Problem details:
Across all entries below, how many lines include "Kirana"? Only the number, please.

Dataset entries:

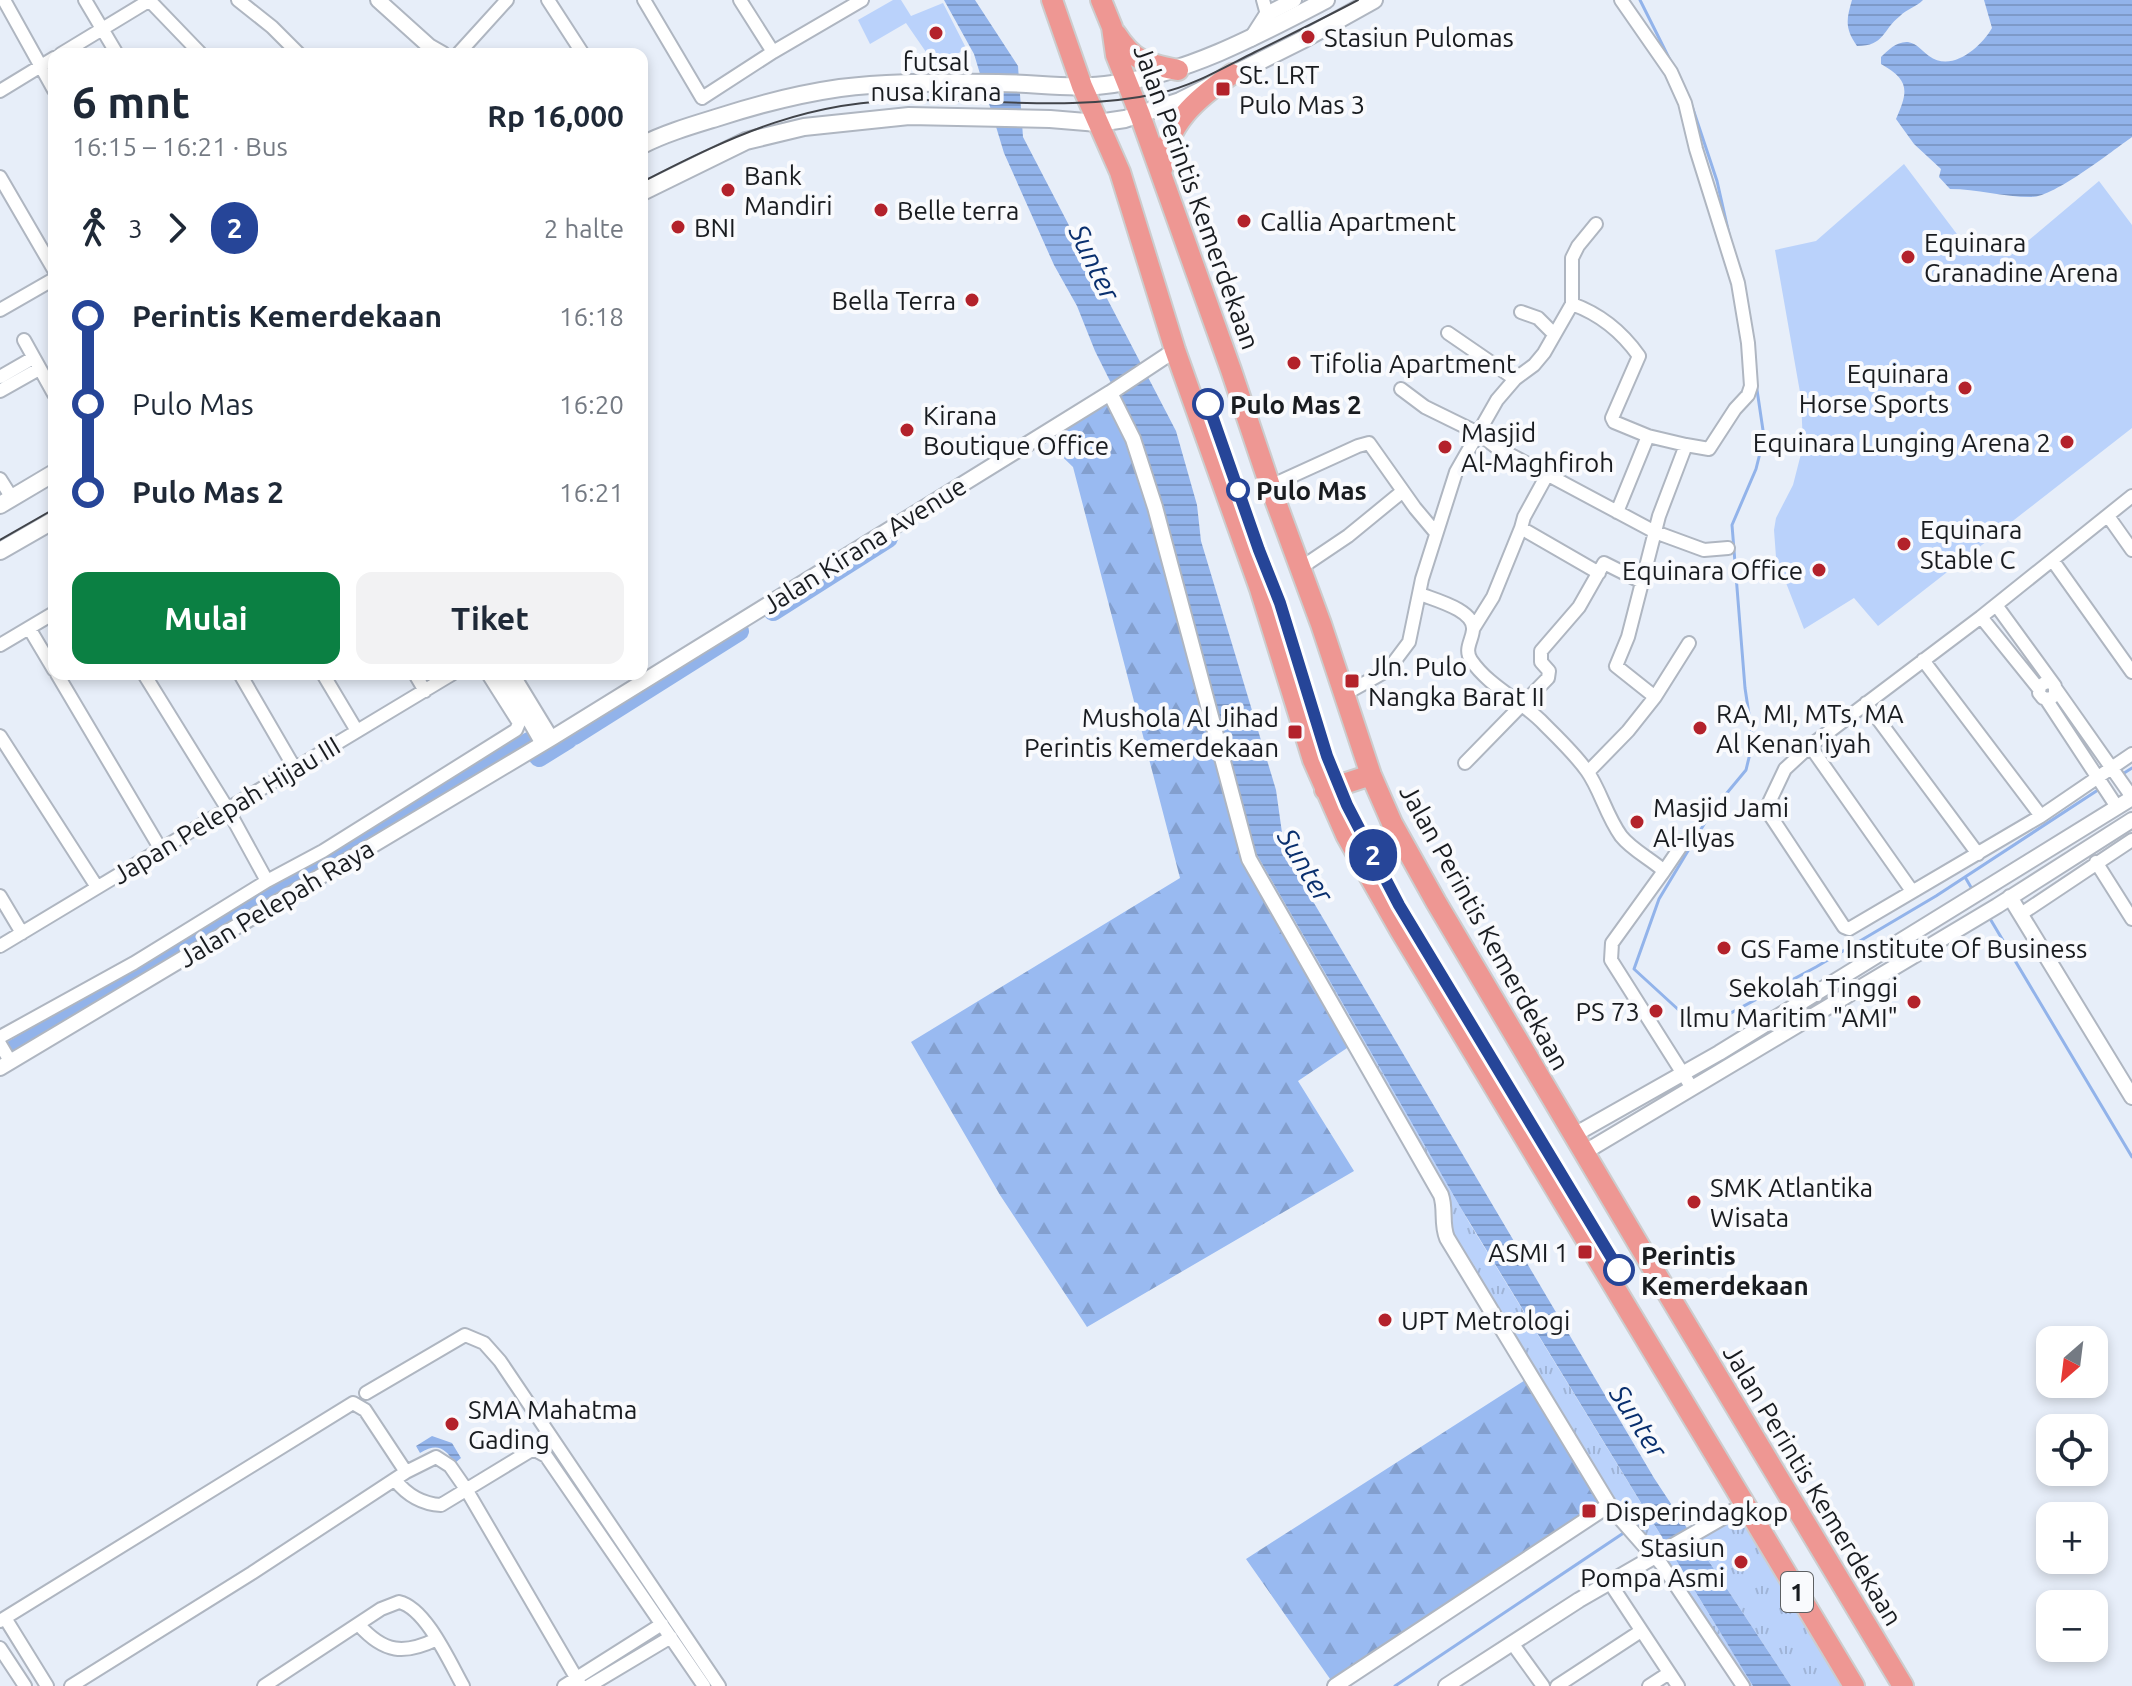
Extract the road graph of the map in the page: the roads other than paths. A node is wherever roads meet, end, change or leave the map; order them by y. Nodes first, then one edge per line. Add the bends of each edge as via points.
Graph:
1 (4, 0) edge
2 (85, 0) edge
3 (150, 0) edge
4 (238, 0) edge
5 (378, 0) edge
6 (507, 0) edge
7 (548, 0) edge
8 (644, 0) edge
9 (740, 0) edge
10 (834, 0) edge
11 (862, 0) edge
12 (1045, 0) edge
13 (1052, 0) edge
14 (1101, 0) edge
15 (1294, 0) edge
16 (1326, 0) edge
17 (1374, 0) edge
18 (1621, 0) edge
19 (841, 12) junction
20 (1267, 14) edge
21 (1059, 24) junction
22 (1112, 27) junction
23 (103, 30) junction
24 (72, 48) edge
25 (114, 48) edge
26 (195, 48) edge
27 (293, 48) edge
28 (432, 48) edge
29 (463, 48) edge
30 (579, 48) edge
31 (773, 52) junction
32 (48, 61) edge
33 (40, 66) junction
34 (1178, 70) junction
35 (1232, 74) junction
36 (48, 80) edge
37 (1127, 82) junction
38 (1082, 86) junction
39 (0, 91) edge
40 (799, 95) junction
41 (1140, 115) junction
42 (1098, 123) junction
43 (804, 127) junction
44 (648, 142) edge
45 (0, 177) edge
46 (1161, 177) junction
47 (648, 189) edge
48 (1596, 224) dead end
49 (48, 260) edge
50 (48, 282) edge
51 (1572, 304) junction
52 (0, 310) edge
53 (1521, 312) dead end
54 (1448, 333) dead end
55 (1554, 334) junction
56 (24, 340) dead end
57 (1175, 350) junction
58 (36, 363) junction
59 (0, 377) edge
60 (1515, 379) junction
61 (48, 384) edge
62 (1401, 389) dead end
63 (0, 391) edge
64 (1112, 392) junction
65 (1478, 433) junction
66 (1648, 436) junction
67 (1686, 445) junction
68 (1547, 475) junction
69 (48, 477) edge
70 (0, 479) edge
71 (1270, 486) junction
72 (1403, 491) junction
73 (2132, 496) edge
74 (6, 502) edge
75 (1617, 512) junction
76 (2108, 516) junction
77 (48, 526) edge
78 (1521, 528) junction
79 (1655, 532) junction
80 (1436, 533) junction
81 (1728, 548) dead end
82 (2132, 550) edge
83 (0, 551) edge
84 (2053, 561) junction
85 (1299, 569) junction
86 (1599, 573) junction
87 (1642, 582) junction
88 (1420, 594) junction
89 (1996, 605) junction
90 (48, 617) edge
91 (1981, 617) junction
92 (29, 628) junction
93 (1473, 629) junction
94 (1689, 643) dead end
95 (0, 645) edge
96 (48, 660) edge
97 (1923, 660) junction
98 (2132, 672) edge
99 (648, 679) edge
100 (60, 680) edge
101 (148, 680) edge
102 (243, 680) edge
103 (327, 680) edge
104 (419, 680) edge
105 (442, 680) edge
106 (492, 680) edge
107 (506, 680) edge
108 (516, 680) edge
109 (646, 680) edge
110 (2054, 686) junction
111 (425, 691) junction
112 (1345, 694) junction
113 (2043, 694) junction
114 (1655, 697) junction
115 (1866, 703) junction
116 (1522, 706) junction
117 (357, 731) junction
118 (0, 736) edge
119 (547, 741) junction
120 (1810, 746) junction
121 (2132, 754) edge
122 (1465, 763) dead end
123 (294, 767) junction
124 (2114, 770) junction
125 (1588, 772) junction
126 (1371, 775) junction
127 (2100, 778) junction
128 (1325, 790) junction
129 (2131, 795) edge
130 (2115, 804) junction
131 (227, 808) junction
132 (2041, 816) junction
133 (2132, 820) edge
134 (2132, 840) edge
135 (1681, 846) dead end
136 (160, 848) junction
137 (1978, 854) junction
138 (2096, 862) junction
139 (1664, 871) junction
140 (267, 881) junction
141 (97, 887) junction
142 (1912, 891) junction
143 (0, 896) edge
144 (2010, 897) junction
145 (2021, 914) junction
146 (2132, 919) edge
147 (22, 933) junction
148 (0, 946) edge
149 (0, 1037) edge
150 (0, 1044) edge
151 (6, 1063) edge
152 (1682, 1075) junction
153 (1692, 1088) junction
154 (2132, 1097) edge
155 (1579, 1144) junction
156 (366, 1393) dead end
157 (400, 1476) junction
158 (466, 1489) junction
159 (1744, 1505) junction
160 (1611, 1508) junction
161 (1652, 1553) junction
162 (1610, 1583) junction
163 (2, 1619) edge
164 (662, 1624) junction
165 (359, 1625) junction
166 (1641, 1631) junction
167 (671, 1637) junction
168 (437, 1639) junction
169 (1512, 1643) junction
170 (0, 1648) edge
171 (1669, 1673) junction
172 (578, 1682) edge
173 (1739, 1684) edge
174 (25, 1686) edge
175 (47, 1686) edge
176 (71, 1686) edge
177 (264, 1686) edge
178 (463, 1686) edge
179 (564, 1686) edge
180 (589, 1686) edge
181 (704, 1686) edge
182 (719, 1686) edge
183 (1335, 1686) edge
184 (1446, 1686) edge
185 (1543, 1686) edge
186 (1557, 1686) edge
187 (1649, 1686) edge
188 (1678, 1686) edge
189 (1854, 1686) edge
190 (1903, 1686) edge

1 - 33 street
2 - 23 street
3 - 23 street
3 - 26 street
4 - 27 street
5 - 28 street
6 - 29 street
7 - 30 street
8 - 31 street via 702,98
9 - 31 street
10 - 19 street
11 - 19 street
12 - 21 main road
13 - 21 highway, 1
14 - 22 highway, Jalan Perintis Kemerdekaan / 1
15 - 20 street
16 - 20 main road
17 - 35 main road
18 - 67 street via 1671,72 1685,103 1738,283 1748,343 1748,395 1709,449
19 - 31 street
20 - 34 main road via 1251,39
21 - 38 highway, 1
22 - 34 highway via 1133,56 1151,66
22 - 37 highway, Jalan Perintis Kemerdekaan / 1
23 - 24 street
23 - 25 street
32 - 33 street
33 - 36 street
33 - 39 street
34 - 37 main road
35 - 41 main road
35 - 46 highway via 1177,125 1164,150
37 - 38 main road
37 - 41 highway, Jalan Perintis Kemerdekaan / 1
38 - 40 main road via 874,85
38 - 42 highway, 1
40 - 43 main road via 810,116
40 - 44 main road
41 - 42 main road
41 - 46 highway, Jalan Perintis Kemerdekaan / 1
42 - 43 main road via 909,116
42 - 57 highway, 1 via 1120,172
43 - 47 main road via 746,141
45 - 49 street
46 - 71 highway, Jalan Perintis Kemerdekaan / 1
48 - 51 street via 1572,258
50 - 52 street
51 - 55 street
51 - 66 street via 1602,318 1637,353 1639,360 1613,420
53 - 55 street via 1538,318
54 - 60 street
55 - 60 street via 1534,365
56 - 58 street
57 - 64 street, Jalan Kirana Avenue
57 - 128 highway, 1
58 - 59 street
58 - 61 street
58 - 63 street
60 - 65 street
62 - 65 street
64 - 99 street, Jalan Kirana Avenue
64 - 160 street via 1155,507 1249,859 1441,1195 1447,1238
65 - 68 street
65 - 80 street via 1456,472
66 - 67 street
66 - 75 street
67 - 79 street
68 - 75 street
68 - 78 street
69 - 74 main road
70 - 74 street
71 - 72 street via 1369,443
71 - 85 highway, Jalan Perintis Kemerdekaan / 1
72 - 80 street
72 - 85 street
73 - 76 street
75 - 79 street
76 - 82 street
76 - 84 street
77 - 83 main road
78 - 86 street
78 - 93 street via 1493,597
79 - 81 street via 1704,550
79 - 87 street
80 - 88 street
84 - 89 street
84 - 98 street
85 - 112 highway, Jalan Perintis Kemerdekaan / 1
86 - 87 street via 1606,563
86 - 116 street via 1579,607 1541,651 1550,675
87 - 114 street via 1616,666
88 - 93 street via 1460,611
88 - 112 street via 1409,642 1397,662
89 - 91 street
89 - 110 street
90 - 92 street
91 - 97 street
91 - 113 street
92 - 95 street
92 - 96 street
93 - 116 street via 1471,659
94 - 114 street
97 - 115 street
97 - 132 street
100 - 136 street
101 - 131 street
102 - 123 street
103 - 117 street
104 - 111 street
105 - 111 street, Japan Pelepah Hijau III
106 - 140 street, Jalan Pelepah Raya via 519,723 516,730
107 - 119 street
108 - 119 street
109 - 119 street, Jalan Kirana Avenue
110 - 113 street via 2042,684
110 - 124 street
111 - 117 street, Japan Pelepah Hijau III
112 - 126 highway, Jalan Perintis Kemerdekaan / 1
113 - 127 street
114 - 125 street
115 - 120 street
115 - 137 street
116 - 122 street
116 - 125 street
117 - 123 street, Japan Pelepah Hijau III
118 - 141 street
119 - 151 street, Jalan Pelepah Raya
120 - 142 street
120 - 142 street via 1785,769 1766,809 1844,927 1856,926
121 - 124 street
123 - 131 street, Japan Pelepah Hijau III
124 - 127 street
124 - 129 street
125 - 139 street via 1624,839
126 - 128 highway
126 - 155 highway, Jalan Perintis Kemerdekaan / 1 via 1407,851
127 - 130 street
127 - 132 street
128 - 159 highway, 1 via 1361,864
129 - 130 street
130 - 152 street
131 - 136 street, Japan Pelepah Hijau III
131 - 140 street
132 - 137 street
133 - 144 street
134 - 138 street
135 - 139 street
136 - 141 street, Japan Pelepah Hijau III
137 - 142 street
138 - 145 street
138 - 146 street
139 - 152 street via 1610,952 1614,968
140 - 149 street, Jalan Pelepah Raya
141 - 147 street, Japan Pelepah Hijau III
143 - 147 street
144 - 145 street
144 - 153 street
145 - 154 street
147 - 148 street, Japan Pelepah Hijau III
150 - 151 street
152 - 153 street
152 - 155 street
153 - 155 street
155 - 190 highway, Jalan Perintis Kemerdekaan / 1
156 - 182 street via 465,1335 484,1343
157 - 158 street via 410,1496 431,1505 441,1505
157 - 158 street via 429,1459 442,1458
157 - 163 street via 365,1410 353,1403
157 - 176 street
158 - 164 street via 530,1451 546,1456
158 - 172 street
159 - 161 street
159 - 189 highway, 1
160 - 161 street
160 - 183 street
161 - 162 street
161 - 173 street
162 - 166 street
162 - 169 street
163 - 175 street
164 - 167 street
164 - 172 street
165 - 168 street via 381,1643 406,1651
165 - 168 street via 399,1602 413,1607
165 - 177 street
166 - 171 street
166 - 186 street
167 - 180 street
167 - 181 street
168 - 178 street
169 - 184 street
169 - 185 street
170 - 174 street
171 - 187 street
171 - 188 street
172 - 179 street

Answer space:
3